With the LightHeart Gear Silpoly rain jacket, I would like to introduce you to a completely non-breathable alternative. This may sound strange at first, as people usually look for a breathable rain jacket. However, this doesn’t necessarily meet my requirements, as I usually sweat so much myself that it’s not worth it for me to stay dry – with or without a jacket.

For me, the only function a rain jacket has to fulfill is to keep out the wind and keep my body warm. The LightHeart Gear Silpoly rain jacket fulfills this criterion perfectly for my needs.

If you’re wondering where you heard the term Silpoly from, Silpoly is now often used in tarps and tents as an alternative to Silnylon or expensive Dyneema, which have been tried and tested for years. In terms of its properties, it lies somewhere between the two materials.

  • It absorbs less moisture than Silnylon, but more than Dyneema.
  • It is less sensitive to friction than Dyneema, but more than Silnylon.
  • The weight is lower than Silnylon but higher than Dyneema.

The Durston X-Mid 1 Solid that I presented, for example, has an outer tent made from Silpoly and the inner tent from Silnylon.

Test size

I bought the jacket in fall 2022 and had it with me on several multi-day hikes by the time this review was published (January 2024). I mostly wore it as a layer against the wind or in camp over the insulation layer for extra warmth. Of course, it has also withstood the odd rain shower. However, I haven’t had to wear it for days yet and it has survived the odd rain shower without any problems.

What I like about the LightHeart Gear Silpoly rain jacket

  • low weight
  • no need to waterproof it again
  • large pitzips
  • hardly absorbs any moisture

The LightHeart Gear Silpoly rain jacket impresses with its low heat build-up and minimal weight. If, like me, you are a bit lazy, you will also be pleased that the Silpoly rain jacket never needs to be waterproofed again.

I particularly like the generously dimensioned pitzips, through which it is possible to put your entire arms. Unfortunately, this was not possible with my Marmot SuperMica at the time. This allows me to wear the jacket like a vest, which I particularly like to do when it’s very windy. In combination with a Polartec Alpha Direct midlayer such as the FarPointe AlphaCruiser, it can get very warm very quickly.

The Silpoly material used hardly absorbs any moisture. In the evening at camp, I can simply wipe the jacket dry with a cloth and I have a dry layer that I can put on again.

What I don’t like about the LightHeart Gear Silpoly rain jacket

  • shoddy workmanship
  • You have to seal the seams yourself
  • Sleeves a little too short for me

The workmanship of my jacket leaves a lot to be desired. There are a lot of seams that are not finished properly and the sewn-on hook tape is coming off and has to be sewn on again. One thing I could do without is the independent sealing of the seams, which is necessary to make the jacket really waterproof. I also think the sleeves are a little too short and the pockets are superfluous. In my opinion, they are cut in such a way that I wouldn’t put anything in them, especially because you can’t close them securely.

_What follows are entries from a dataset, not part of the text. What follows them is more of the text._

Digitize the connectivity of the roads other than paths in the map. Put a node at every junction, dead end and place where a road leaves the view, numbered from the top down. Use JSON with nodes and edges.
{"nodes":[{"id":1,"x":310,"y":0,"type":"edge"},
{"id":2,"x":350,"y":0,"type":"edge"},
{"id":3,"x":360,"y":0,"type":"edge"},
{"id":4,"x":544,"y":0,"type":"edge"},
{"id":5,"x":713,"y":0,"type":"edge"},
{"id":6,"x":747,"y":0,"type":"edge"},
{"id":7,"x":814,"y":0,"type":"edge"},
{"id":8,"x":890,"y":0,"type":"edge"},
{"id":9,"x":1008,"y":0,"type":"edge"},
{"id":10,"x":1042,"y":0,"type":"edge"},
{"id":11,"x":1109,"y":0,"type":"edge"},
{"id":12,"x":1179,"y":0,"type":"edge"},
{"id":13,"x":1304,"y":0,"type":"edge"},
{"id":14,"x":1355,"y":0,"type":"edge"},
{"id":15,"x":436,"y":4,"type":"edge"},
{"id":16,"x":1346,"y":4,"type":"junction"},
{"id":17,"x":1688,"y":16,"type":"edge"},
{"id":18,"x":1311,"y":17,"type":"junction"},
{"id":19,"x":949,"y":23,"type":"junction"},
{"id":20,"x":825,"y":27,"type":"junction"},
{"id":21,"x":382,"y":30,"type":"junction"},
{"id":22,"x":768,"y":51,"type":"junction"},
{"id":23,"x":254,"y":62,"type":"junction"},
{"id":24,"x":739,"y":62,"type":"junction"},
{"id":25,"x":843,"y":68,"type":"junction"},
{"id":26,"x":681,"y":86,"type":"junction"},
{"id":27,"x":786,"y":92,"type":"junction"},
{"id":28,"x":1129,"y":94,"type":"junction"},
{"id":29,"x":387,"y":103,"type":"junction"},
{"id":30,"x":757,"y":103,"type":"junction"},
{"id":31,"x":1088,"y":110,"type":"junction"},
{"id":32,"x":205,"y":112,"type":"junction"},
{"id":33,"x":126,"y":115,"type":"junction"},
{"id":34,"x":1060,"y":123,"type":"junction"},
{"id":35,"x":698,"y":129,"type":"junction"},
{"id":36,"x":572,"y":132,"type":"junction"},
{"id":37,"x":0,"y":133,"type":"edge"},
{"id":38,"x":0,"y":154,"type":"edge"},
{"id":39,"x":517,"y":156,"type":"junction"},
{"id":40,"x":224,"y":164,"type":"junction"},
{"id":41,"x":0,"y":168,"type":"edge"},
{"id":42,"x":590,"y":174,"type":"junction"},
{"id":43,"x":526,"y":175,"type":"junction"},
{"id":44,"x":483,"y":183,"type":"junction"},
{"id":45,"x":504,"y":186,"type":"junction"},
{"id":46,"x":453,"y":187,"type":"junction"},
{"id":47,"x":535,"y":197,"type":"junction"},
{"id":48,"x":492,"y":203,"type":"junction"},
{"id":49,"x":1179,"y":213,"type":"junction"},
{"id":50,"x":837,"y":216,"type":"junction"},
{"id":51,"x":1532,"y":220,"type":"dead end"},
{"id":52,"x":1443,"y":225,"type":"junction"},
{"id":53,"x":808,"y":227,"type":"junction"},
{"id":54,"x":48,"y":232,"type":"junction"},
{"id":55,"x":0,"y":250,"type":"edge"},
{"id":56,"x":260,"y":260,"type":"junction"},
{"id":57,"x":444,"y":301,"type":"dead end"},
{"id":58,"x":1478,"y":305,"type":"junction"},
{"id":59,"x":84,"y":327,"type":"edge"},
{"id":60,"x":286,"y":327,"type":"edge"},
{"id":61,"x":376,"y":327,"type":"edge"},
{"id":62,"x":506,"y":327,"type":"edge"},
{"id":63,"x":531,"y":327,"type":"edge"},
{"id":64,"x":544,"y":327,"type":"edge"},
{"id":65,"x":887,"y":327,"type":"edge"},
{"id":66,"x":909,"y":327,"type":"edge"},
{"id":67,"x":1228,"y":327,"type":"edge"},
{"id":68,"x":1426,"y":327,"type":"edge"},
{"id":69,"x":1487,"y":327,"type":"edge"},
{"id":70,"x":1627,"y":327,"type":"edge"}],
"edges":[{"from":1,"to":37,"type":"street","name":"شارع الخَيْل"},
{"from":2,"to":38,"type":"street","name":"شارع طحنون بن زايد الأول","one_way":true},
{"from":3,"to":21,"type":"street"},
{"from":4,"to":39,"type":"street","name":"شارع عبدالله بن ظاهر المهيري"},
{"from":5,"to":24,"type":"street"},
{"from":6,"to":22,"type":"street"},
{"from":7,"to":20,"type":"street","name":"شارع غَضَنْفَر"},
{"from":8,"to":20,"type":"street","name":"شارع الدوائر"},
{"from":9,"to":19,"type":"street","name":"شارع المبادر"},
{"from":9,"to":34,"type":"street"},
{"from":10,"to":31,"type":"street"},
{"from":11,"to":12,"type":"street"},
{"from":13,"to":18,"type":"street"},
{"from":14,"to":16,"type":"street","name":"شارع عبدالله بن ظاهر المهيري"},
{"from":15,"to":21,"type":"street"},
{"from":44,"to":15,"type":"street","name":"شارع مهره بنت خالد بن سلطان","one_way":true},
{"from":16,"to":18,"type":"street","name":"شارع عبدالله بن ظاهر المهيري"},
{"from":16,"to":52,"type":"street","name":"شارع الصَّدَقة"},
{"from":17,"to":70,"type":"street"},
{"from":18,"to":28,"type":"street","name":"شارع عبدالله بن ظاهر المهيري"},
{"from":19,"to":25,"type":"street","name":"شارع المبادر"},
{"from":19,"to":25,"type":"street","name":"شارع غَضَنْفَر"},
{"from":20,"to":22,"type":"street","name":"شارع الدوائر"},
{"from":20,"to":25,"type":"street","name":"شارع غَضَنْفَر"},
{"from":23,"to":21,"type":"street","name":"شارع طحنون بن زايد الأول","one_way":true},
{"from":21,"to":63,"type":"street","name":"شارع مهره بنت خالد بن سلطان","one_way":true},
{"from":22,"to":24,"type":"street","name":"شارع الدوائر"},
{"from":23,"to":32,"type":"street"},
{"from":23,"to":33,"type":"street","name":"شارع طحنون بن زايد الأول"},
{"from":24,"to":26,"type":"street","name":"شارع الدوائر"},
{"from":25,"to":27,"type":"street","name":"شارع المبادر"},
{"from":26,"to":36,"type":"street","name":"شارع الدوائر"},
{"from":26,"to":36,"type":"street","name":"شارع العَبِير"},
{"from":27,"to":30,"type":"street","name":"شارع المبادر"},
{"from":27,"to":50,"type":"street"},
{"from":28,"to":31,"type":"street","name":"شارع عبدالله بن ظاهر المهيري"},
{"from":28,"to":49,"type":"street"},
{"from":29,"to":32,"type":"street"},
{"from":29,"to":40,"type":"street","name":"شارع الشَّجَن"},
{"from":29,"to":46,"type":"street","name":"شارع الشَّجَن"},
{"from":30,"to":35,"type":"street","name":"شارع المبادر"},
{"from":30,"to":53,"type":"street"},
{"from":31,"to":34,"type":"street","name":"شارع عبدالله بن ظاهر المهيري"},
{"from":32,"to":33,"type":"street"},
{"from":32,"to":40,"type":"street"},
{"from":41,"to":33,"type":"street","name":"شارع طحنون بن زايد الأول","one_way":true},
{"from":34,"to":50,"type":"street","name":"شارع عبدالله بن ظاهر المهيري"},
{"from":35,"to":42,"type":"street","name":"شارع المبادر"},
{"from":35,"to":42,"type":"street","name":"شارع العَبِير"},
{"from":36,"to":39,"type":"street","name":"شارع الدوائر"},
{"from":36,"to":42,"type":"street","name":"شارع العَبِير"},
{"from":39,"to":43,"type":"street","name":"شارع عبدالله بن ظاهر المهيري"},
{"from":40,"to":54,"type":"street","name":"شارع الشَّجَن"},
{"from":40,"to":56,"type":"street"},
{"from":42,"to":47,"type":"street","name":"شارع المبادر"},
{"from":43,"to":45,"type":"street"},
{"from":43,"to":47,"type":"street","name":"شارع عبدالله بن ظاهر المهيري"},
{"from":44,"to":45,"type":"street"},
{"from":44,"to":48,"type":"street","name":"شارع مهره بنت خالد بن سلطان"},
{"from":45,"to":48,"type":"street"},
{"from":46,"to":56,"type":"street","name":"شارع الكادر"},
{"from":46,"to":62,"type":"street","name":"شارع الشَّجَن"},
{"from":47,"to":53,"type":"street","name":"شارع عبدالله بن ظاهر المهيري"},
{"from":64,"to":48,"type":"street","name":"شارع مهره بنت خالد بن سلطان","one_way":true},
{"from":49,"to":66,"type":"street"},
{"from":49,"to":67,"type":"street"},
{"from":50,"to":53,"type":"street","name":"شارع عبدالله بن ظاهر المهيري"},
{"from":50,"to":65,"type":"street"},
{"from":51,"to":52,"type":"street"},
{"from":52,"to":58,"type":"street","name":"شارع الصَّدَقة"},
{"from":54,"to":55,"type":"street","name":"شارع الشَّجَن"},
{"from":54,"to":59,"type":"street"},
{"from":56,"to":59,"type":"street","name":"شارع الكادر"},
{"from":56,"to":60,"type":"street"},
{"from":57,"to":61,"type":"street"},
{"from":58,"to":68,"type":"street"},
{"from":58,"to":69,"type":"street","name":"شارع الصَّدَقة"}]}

I really like the jacket. It is exactly the garment I would want for a multi-day tour, if it weren’t for the sleeves and pockets. From spring to early winter, a jacket that keeps me warm but not dry is enough for me. Only in winter would it be more important for me to be as dry as possible.

The build quality was poor, especially when you consider that the jacket currently costs €199 (as of December 2023). I hope that my model is an isolated case. I’m pretty sure I paid a little less for the jacket at the end of 2022. If I needed one right now, I’d probably bite the bullet and spend €50 more to look at the lighter and more breathable Montbell Versalite.

I’m going to go out on a limb and say that this could also be a nice DIY project. Silpoly 20D is not that expensive at under €10 per meter. So if you can sew, you should keep this in mind.


I bought the featured products myself. This article was not sponsored by anyone, and although I try to be as objective as possible, this is only my subjective opinion of the products presented.